_Task goal_
From the entries below, say how many lines carry the word "古川一迫線", and give nothing but the number.

_Raw data_
* * *
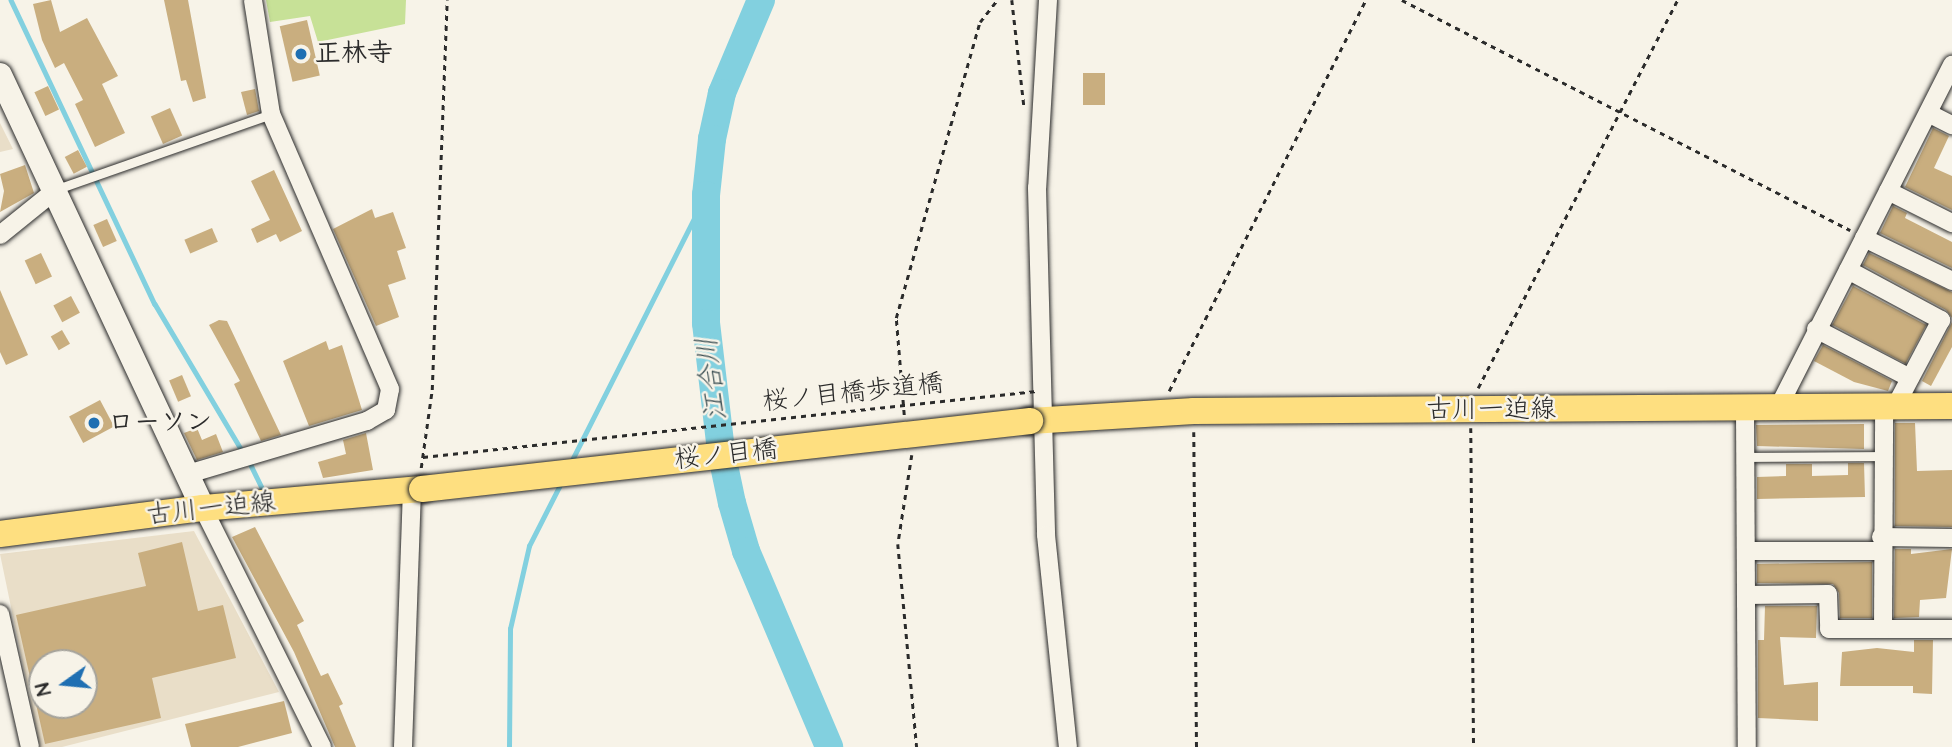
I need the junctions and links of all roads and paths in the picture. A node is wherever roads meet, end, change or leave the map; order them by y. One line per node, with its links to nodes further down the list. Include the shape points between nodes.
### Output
1 (253, 0): 13 (street)
2 (447, 0): 37 (path, via 432,390)
3 (997, 0): 33 (path, via 980,22 896,318)
4 (1012, 0): 11 (path)
5 (1048, 0): 34 (street, via 1037,188)
6 (1366, 0): 32 (path)
7 (1402, 0): 14 (path)
8 (1677, 0): 14 (path)
9 (1952, 65): 12 (street)
10 (0, 75): 16 (street)
11 (1024, 108)
12 (1928, 113): 15 (street); 17 (street)
13 (271, 114): 16 (lane); 39 (street, via 390,389 386,410 367,421)
14 (1619, 114): 20 (path); 29 (path, via 1479,385)
15 (1952, 125)
16 (68, 186): 19 (street); 39 (street)
17 (1888, 191): 18 (street); 20 (street)
18 (1952, 223)
19 (0, 235)
20 (1864, 238): 21 (street); 22 (street)
21 (1848, 270): 23 (street); 24 (street, via 1941,320)
22 (1952, 281)
23 (1816, 329): 24 (street); 28 (street)
24 (1910, 378): 27 (street)
25 (1036, 391): 37 (path, 桜ノ目橋歩道橋, bridge)
26 (1952, 406): 27 (main road, 古川一迫線)
27 (1889, 407): 28 (main road, 古川一迫線); 36 (street)
28 (1778, 408): 30 (main road, 古川一迫線)
29 (1471, 409): 30 (main road, 古川一迫線); 31 (main road, 古川一迫線); 56 (path)
30 (1745, 410): 38 (street)
31 (1194, 411): 32 (main road, 古川一迫線); 55 (path)
32 (1159, 412): 34 (main road, 古川一迫線)
33 (905, 418)
34 (1037, 420): 40 (main road, 桜ノ目橋, bridge); 54 (street)
35 (912, 453): 53 (path, via 898,544)
36 (1885, 456): 38 (lane); 44 (street)
37 (423, 457): 40 (path)
38 (1745, 457): 45 (street)
39 (188, 474): 41 (street)
40 (417, 490): 41 (main road, 古川一迫線); 52 (street)
41 (203, 508): 42 (main road, 古川一迫線); 51 (street)
42 (0, 534)
43 (1952, 538): 44 (street)
44 (1882, 544): 45 (street); 48 (street)
45 (1746, 551): 46 (street)
46 (1746, 595): 48 (street, via 1828,594 1829,629); 57 (street)
47 (0, 614): 50 (street)
48 (1882, 629): 49 (street)
49 (1952, 629)
50 (30, 747)
51 (322, 747)
52 (403, 747)
53 (917, 747)
54 (1068, 747)
55 (1197, 747)
56 (1474, 747)
57 (1747, 747)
* * *
_Solution to the exercise_
8